Professor Neil M. Richards from Washington University in Saint Louis – School of Law has a paper on The Dangers of Surveillance in the next Harvard Law Review. The abstract’s call-to-action:
I propose a set of four principles that should guide the future development of surveillance law, allowing for a more appropriate balance between the costs and benefits of government surveillance.
First, we must recognize that surveillance transcends the public-private divide. Even if we are ultimately more concerned with government surveillance, any solution must grapple with the complex relationships between government and corporate watchers.
Second, we must recognize that secret surveillance is illegitimate, and prohibit the creation of any domestic surveillance programs whose existence is secret.
Third, we should recognize that total surveillance is illegitimate and reject the idea that it is acceptable for the government to record all Internet activity without authorization.
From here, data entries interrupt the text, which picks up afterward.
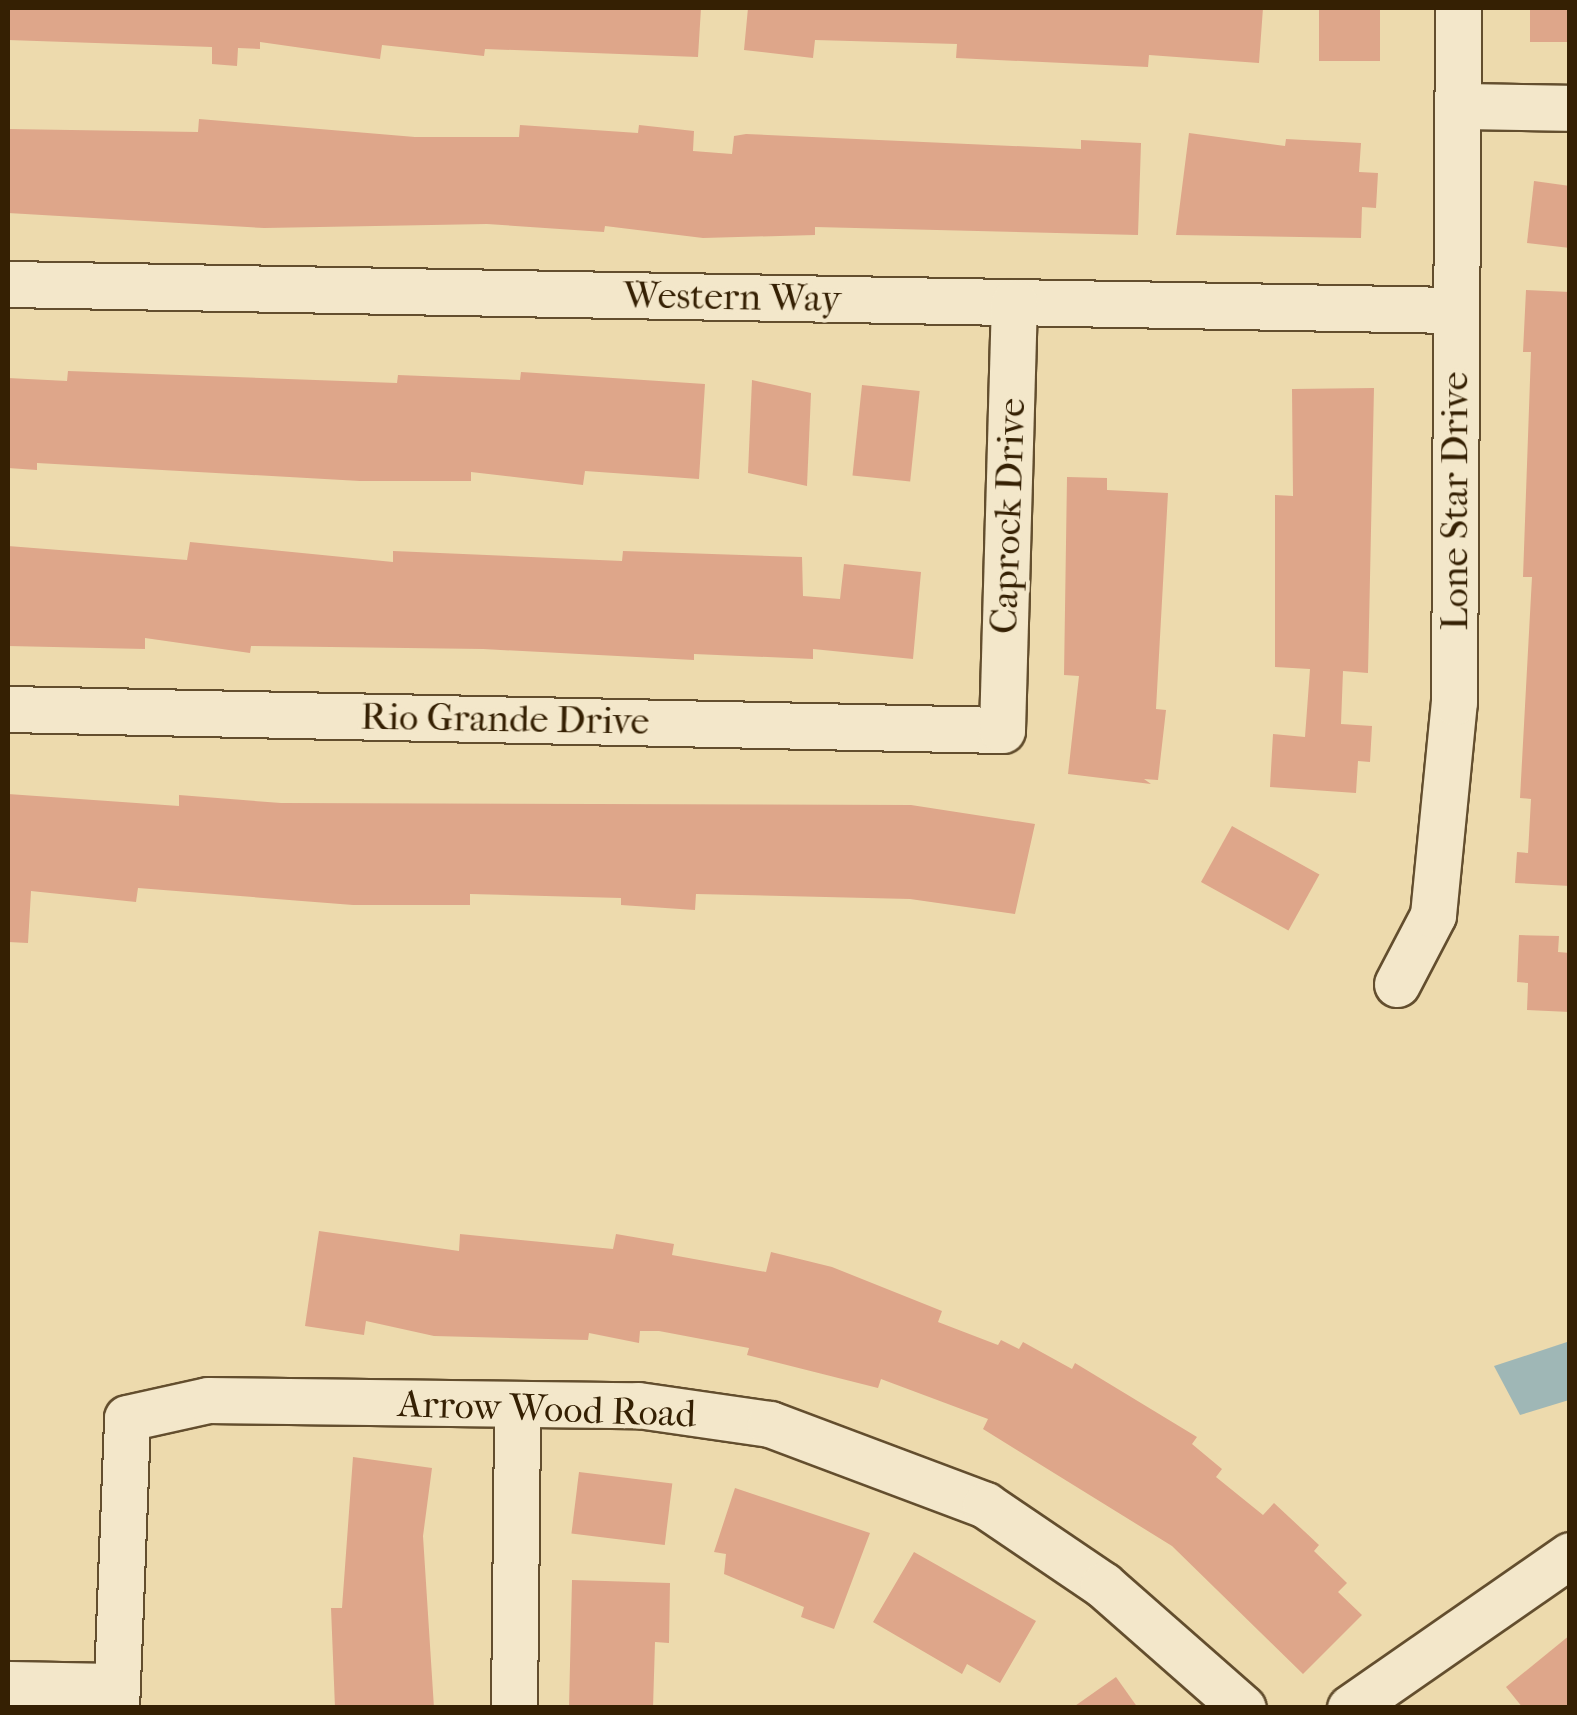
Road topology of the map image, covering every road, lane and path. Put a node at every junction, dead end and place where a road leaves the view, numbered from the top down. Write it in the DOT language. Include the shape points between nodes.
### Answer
graph roads {
  1 [pos="1458,8"];
  2 [pos="1458,106"];
  3 [pos="1570,108"];
  4 [pos="8,284"];
  5 [pos="1014,302"];
  6 [pos="1456,310"];
  7 [pos="8,709"];
  8 [pos="1002,730"];
  9 [pos="1397,984"];
  10 [pos="517,1408"];
  11 [pos="1570,1555"];
  12 [pos="8,1684"];
  13 [pos="116,1697"];
  14 [pos="514,1708"];
  15 [pos="1243,1708"];
  16 [pos="1350,1708"];
  1 -- 2 [label="street, Lone Star Drive"];
  2 -- 3 [label="street"];
  2 -- 6 [label="street, Lone Star Drive"];
  4 -- 5 [label="street, Western Way"];
  5 -- 6 [label="street, Western Way"];
  5 -- 8 [label="street, Caprock Drive"];
  6 -- 9 [label="street, Lone Star Drive" via="1454,702 1433,915"];
  7 -- 8 [label="street, Rio Grande Drive"];
  10 -- 13 [label="street, Arrow Wood Road" via="208,1400 127,1418"];
  10 -- 14 [label="street"];
  10 -- 15 [label="street, Arrow Wood Road" via="703,1412 770,1424 932,1480 985,1505 1089,1575 1193,1656"];
  11 -- 16 [label="street"];
  12 -- 13 [label="street"];
}
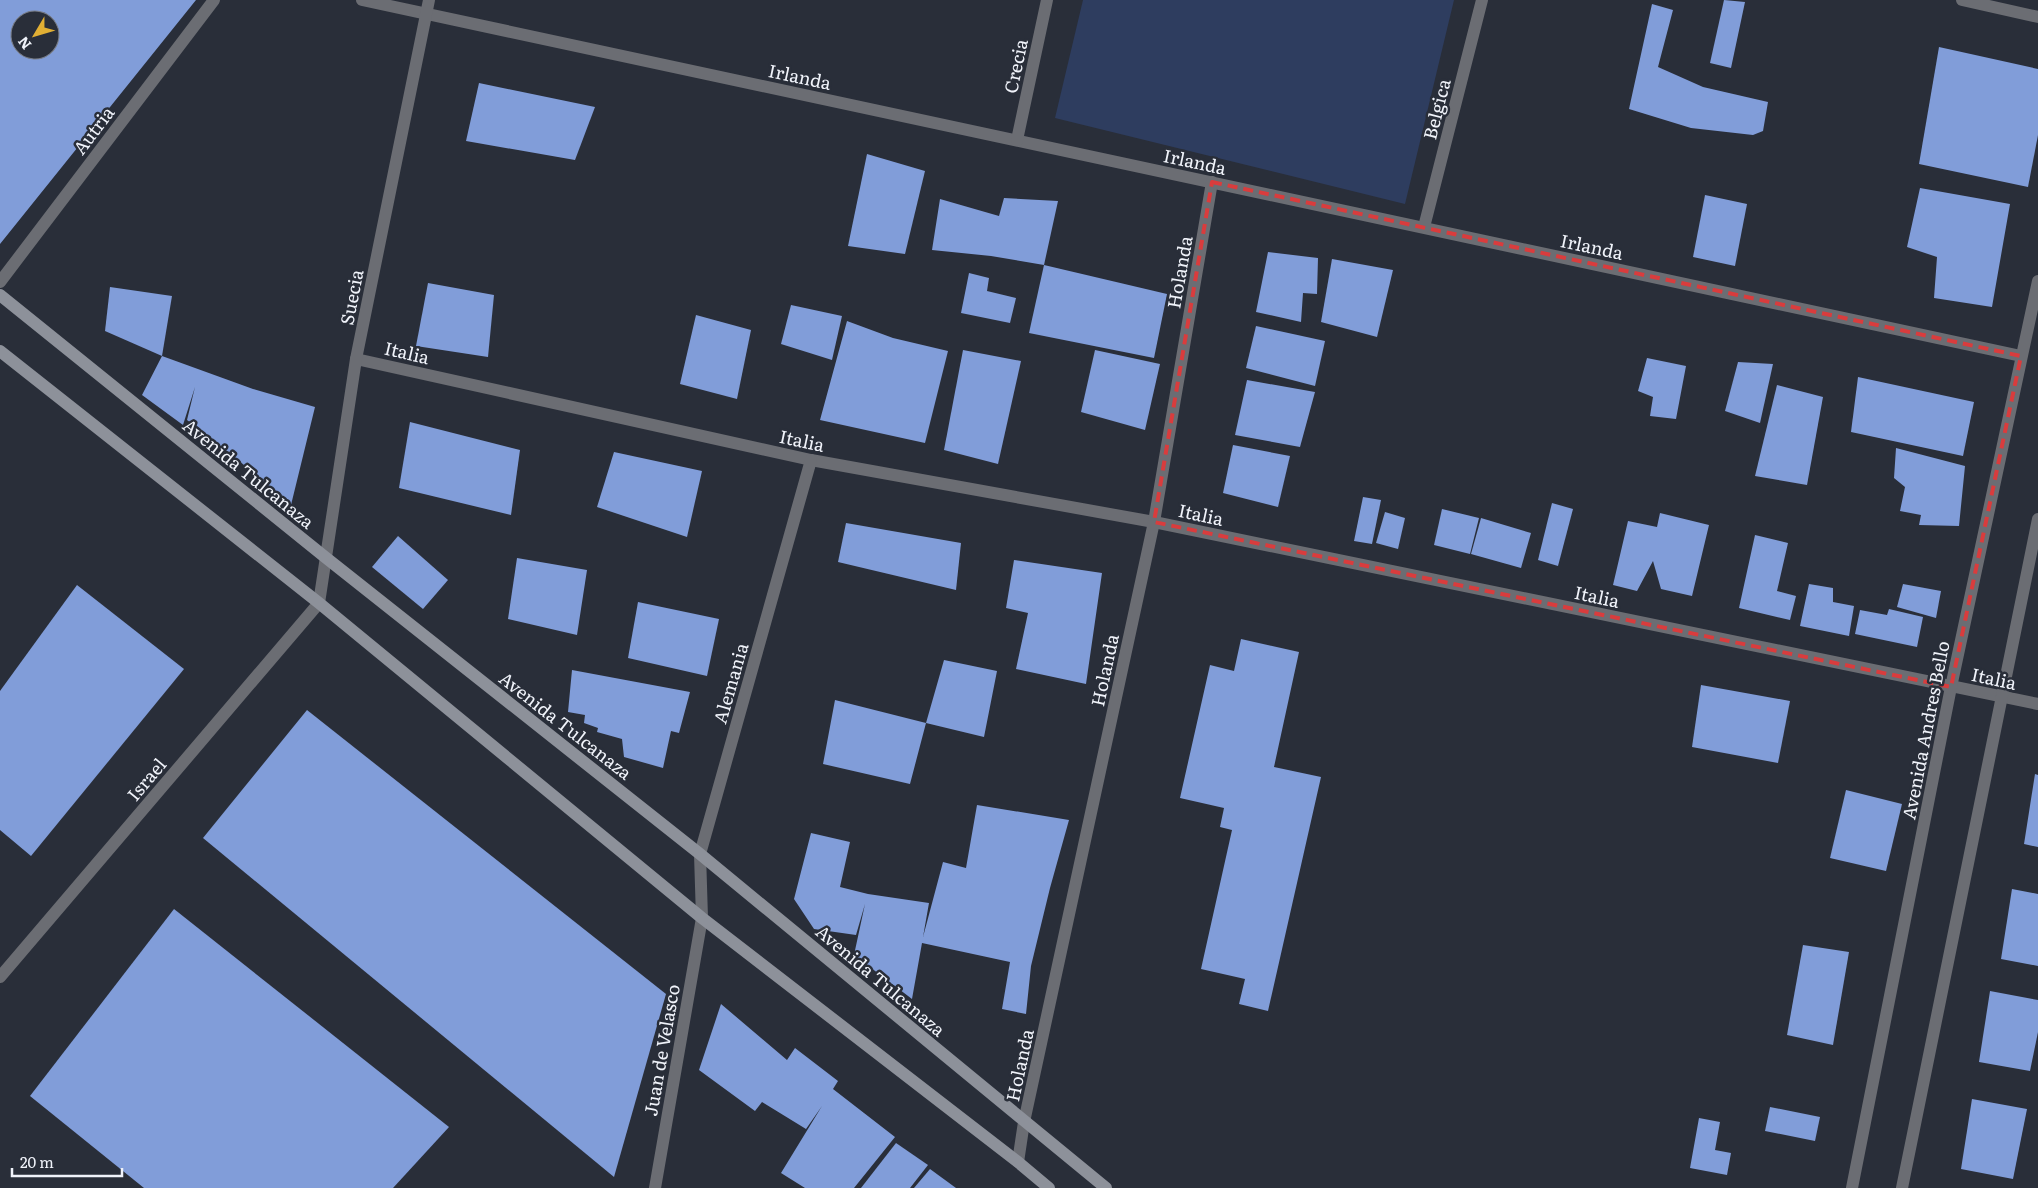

Fourth, we must recognize that surveillance is harmful. Surveillance menaces intellectual privacy and increases the risk of blackmail, coercion, and discrimination; accordingly, we must recognize surveillance as a harm in constitutional standing doctrine.
Rights to delete, destroy, redact. Granular control over sharing. Protection from casual inspection by employers, family, and governments. Rights to safe and highly private default policies and behavior. Rights to due process and humane treatment. And we demand these whether the data lives in our homes, on our mobiles or on some company’s servers.